• **Your task**
Can you transcribe the data exactly? Leave the pictures out.

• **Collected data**

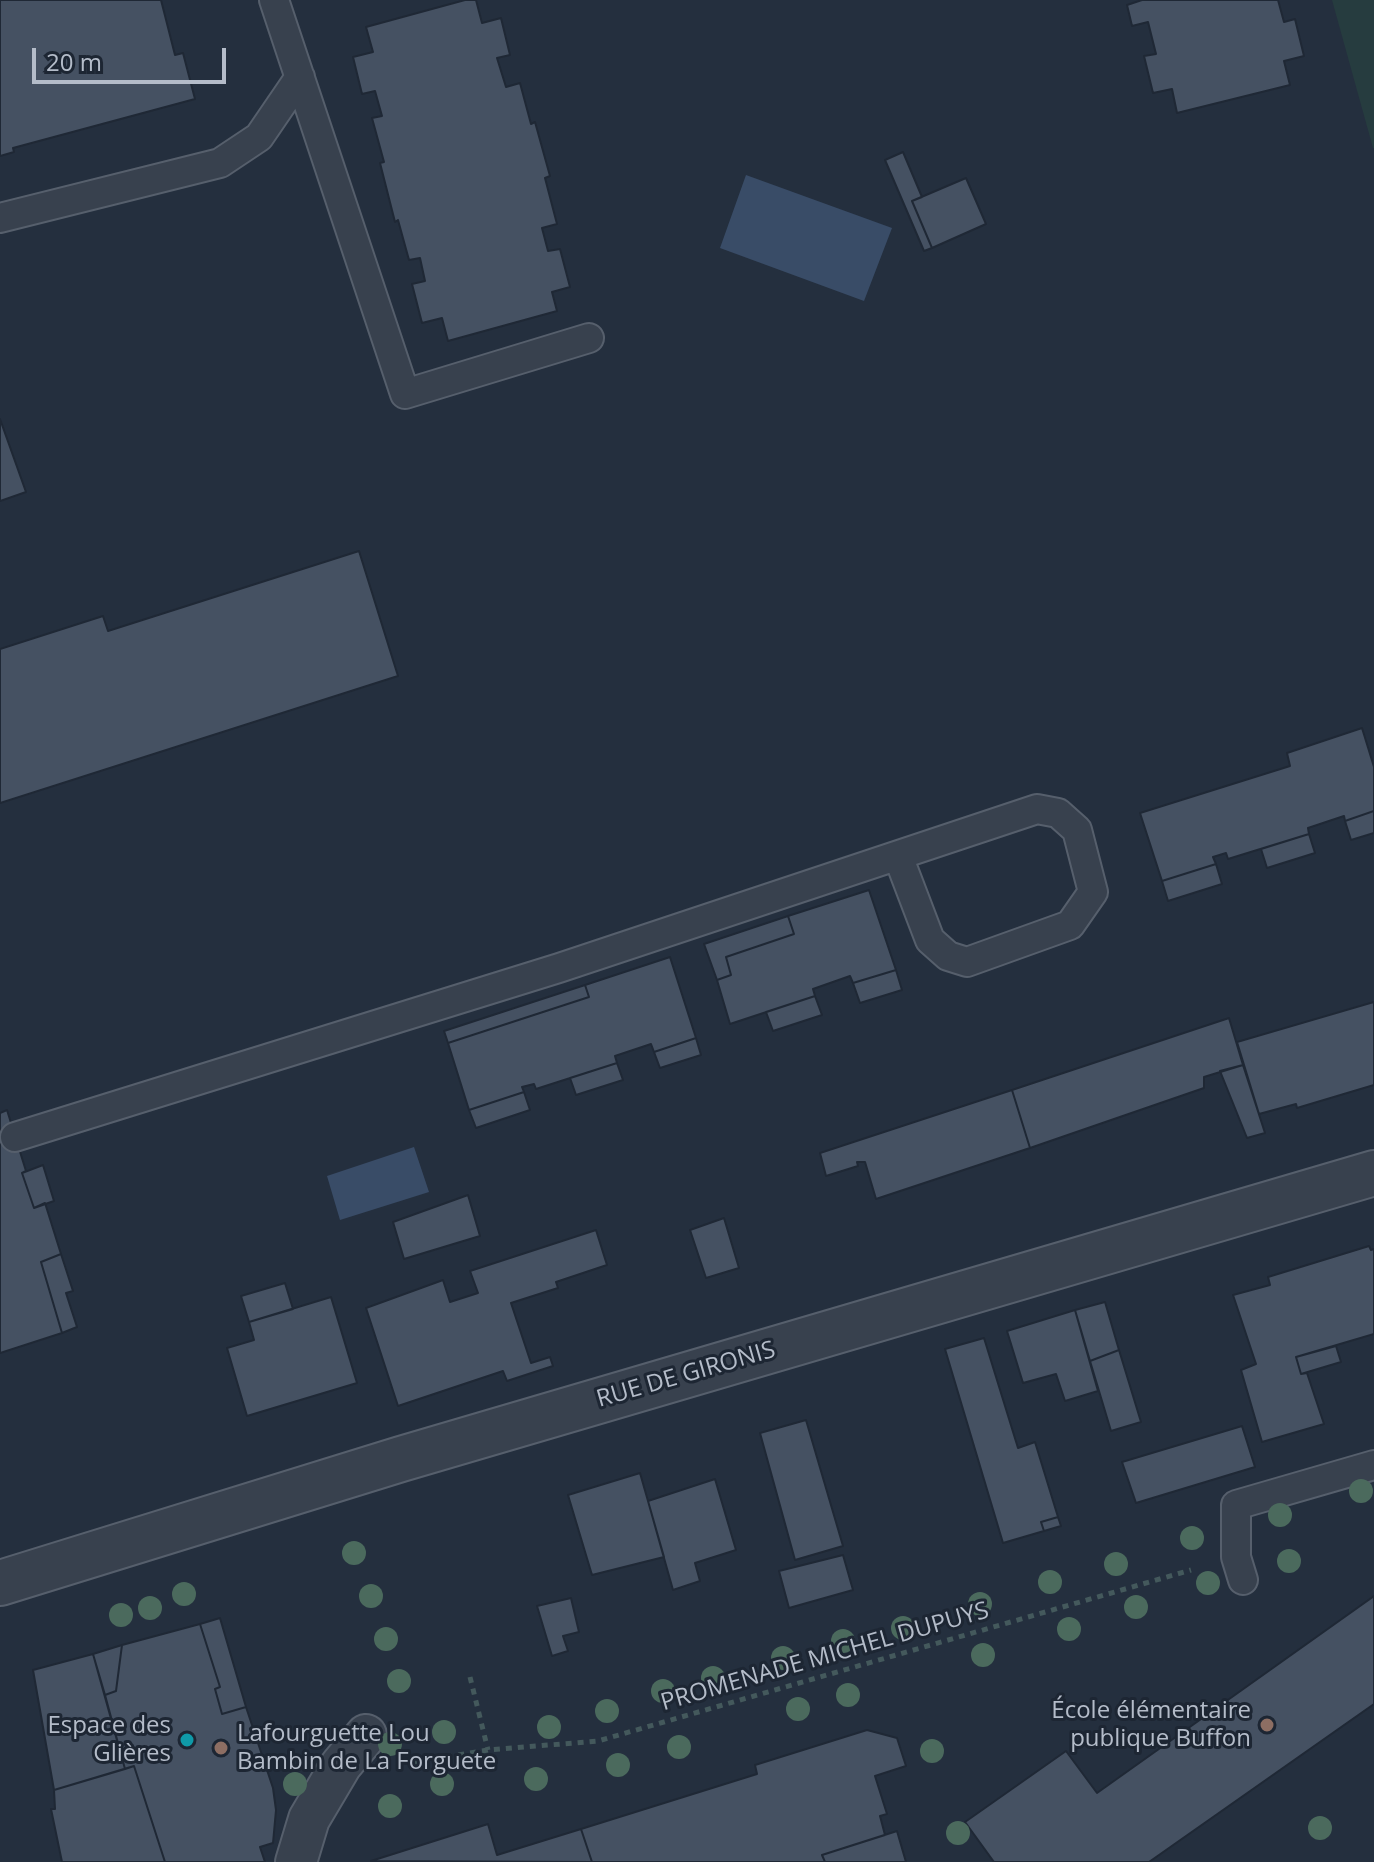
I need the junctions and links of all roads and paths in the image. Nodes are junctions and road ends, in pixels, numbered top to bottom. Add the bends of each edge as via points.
1 (274, 0) edge
2 (300, 77) junction
3 (0, 218) edge
4 (589, 338) dead end
5 (898, 856) junction
6 (15, 1137) dead end
7 (1374, 1173) edge
8 (1374, 1465) edge
9 (1240, 1569) joint
10 (0, 1583) edge
11 (470, 1677) dead end
12 (366, 1735) dead end
13 (488, 1750) junction
14 (409, 1763) dead end
15 (296, 1862) edge

1 - 2 lane
2 - 3 lane via 259,137 220,163
2 - 4 lane via 405,394
5 - 5 lane via 1037,809 1058,813 1077,830 1093,892 1070,925 967,962 948,956 930,940
5 - 6 lane
7 - 10 street, RUE DE GIRONIS via 401,1459
8 - 9 lane via 1236,1505
9 - 13 path, PROMENADE MICHEL DUPUYS via 598,1741
11 - 13 path
12 - 15 street via 309,1819
13 - 14 path, PROMENADE MICHEL DUPUYS

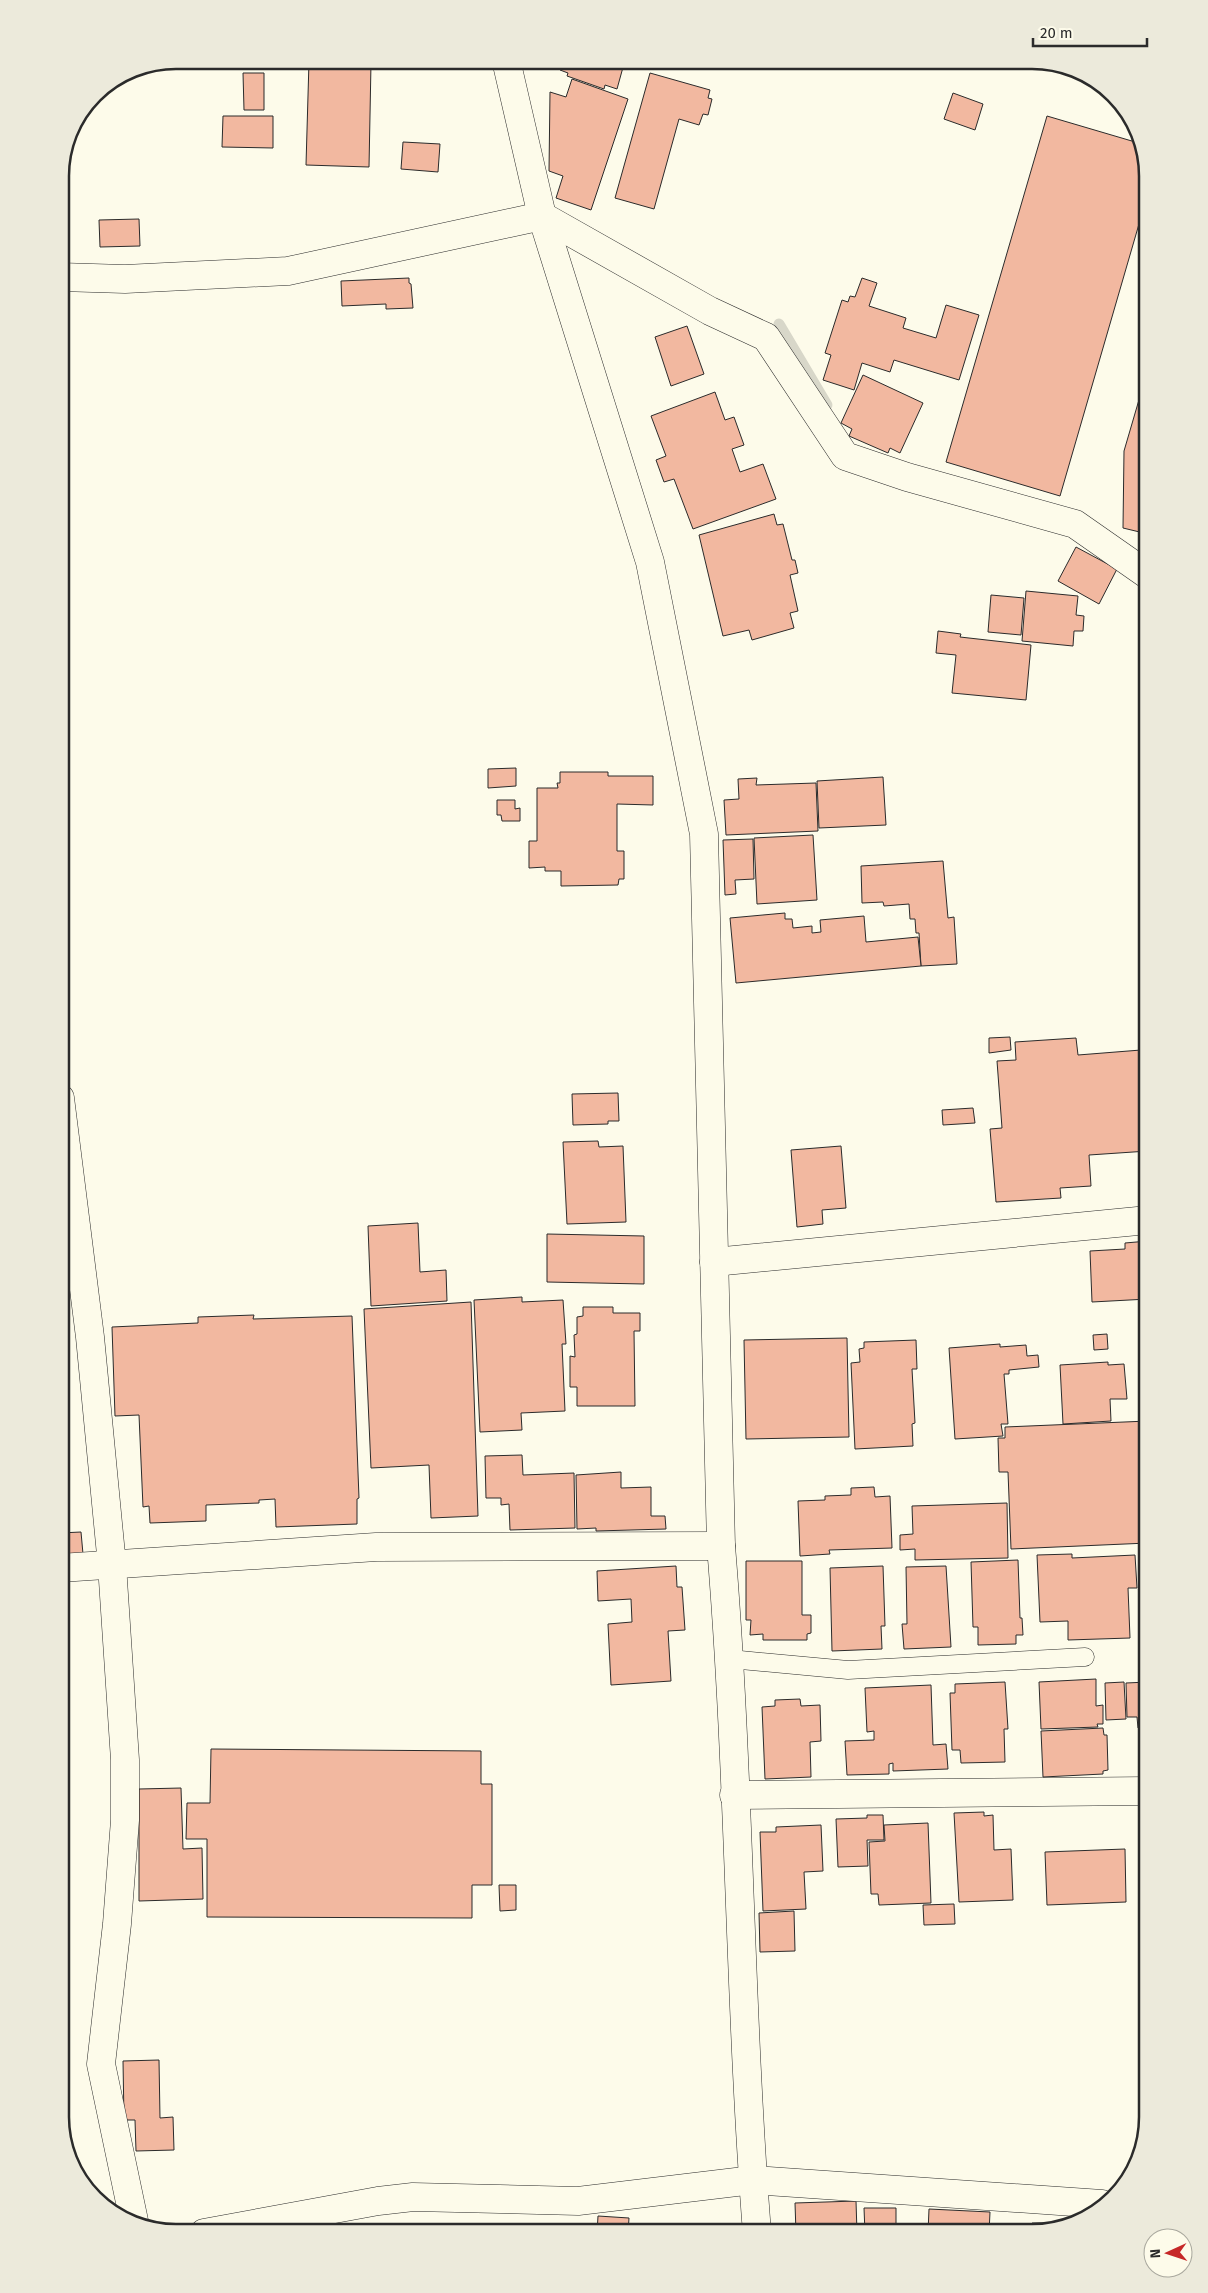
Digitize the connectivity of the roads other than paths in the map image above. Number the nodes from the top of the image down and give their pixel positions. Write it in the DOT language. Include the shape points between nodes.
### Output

• **Result**
I need the junctions and links of all roads and paths in the image. Nodes are junctions and road ends, in pixels, numbered top to bottom. Add the bends of each edge as via points.
1 (274, 0) edge
2 (300, 77) junction
3 (0, 218) edge
4 (589, 338) dead end
5 (898, 856) junction
6 (15, 1137) dead end
7 (1374, 1173) edge
8 (1374, 1465) edge
9 (1240, 1569) joint
10 (0, 1583) edge
11 (470, 1677) dead end
12 (366, 1735) dead end
13 (488, 1750) junction
14 (409, 1763) dead end
15 (296, 1862) edge

1 - 2 lane
2 - 3 lane via 259,137 220,163
2 - 4 lane via 405,394
5 - 5 lane via 1037,809 1058,813 1077,830 1093,892 1070,925 967,962 948,956 930,940
5 - 6 lane
7 - 10 street, RUE DE GIRONIS via 401,1459
8 - 9 lane via 1236,1505
9 - 13 path, PROMENADE MICHEL DUPUYS via 598,1741
11 - 13 path
12 - 15 street via 309,1819
13 - 14 path, PROMENADE MICHEL DUPUYS

Digitize the connectivity of the roads other than paths in the map image above. Number the nodes from the top of the image down and give their pixel positions. Write it in the DOT language. Include the shape points between nodes.
### Output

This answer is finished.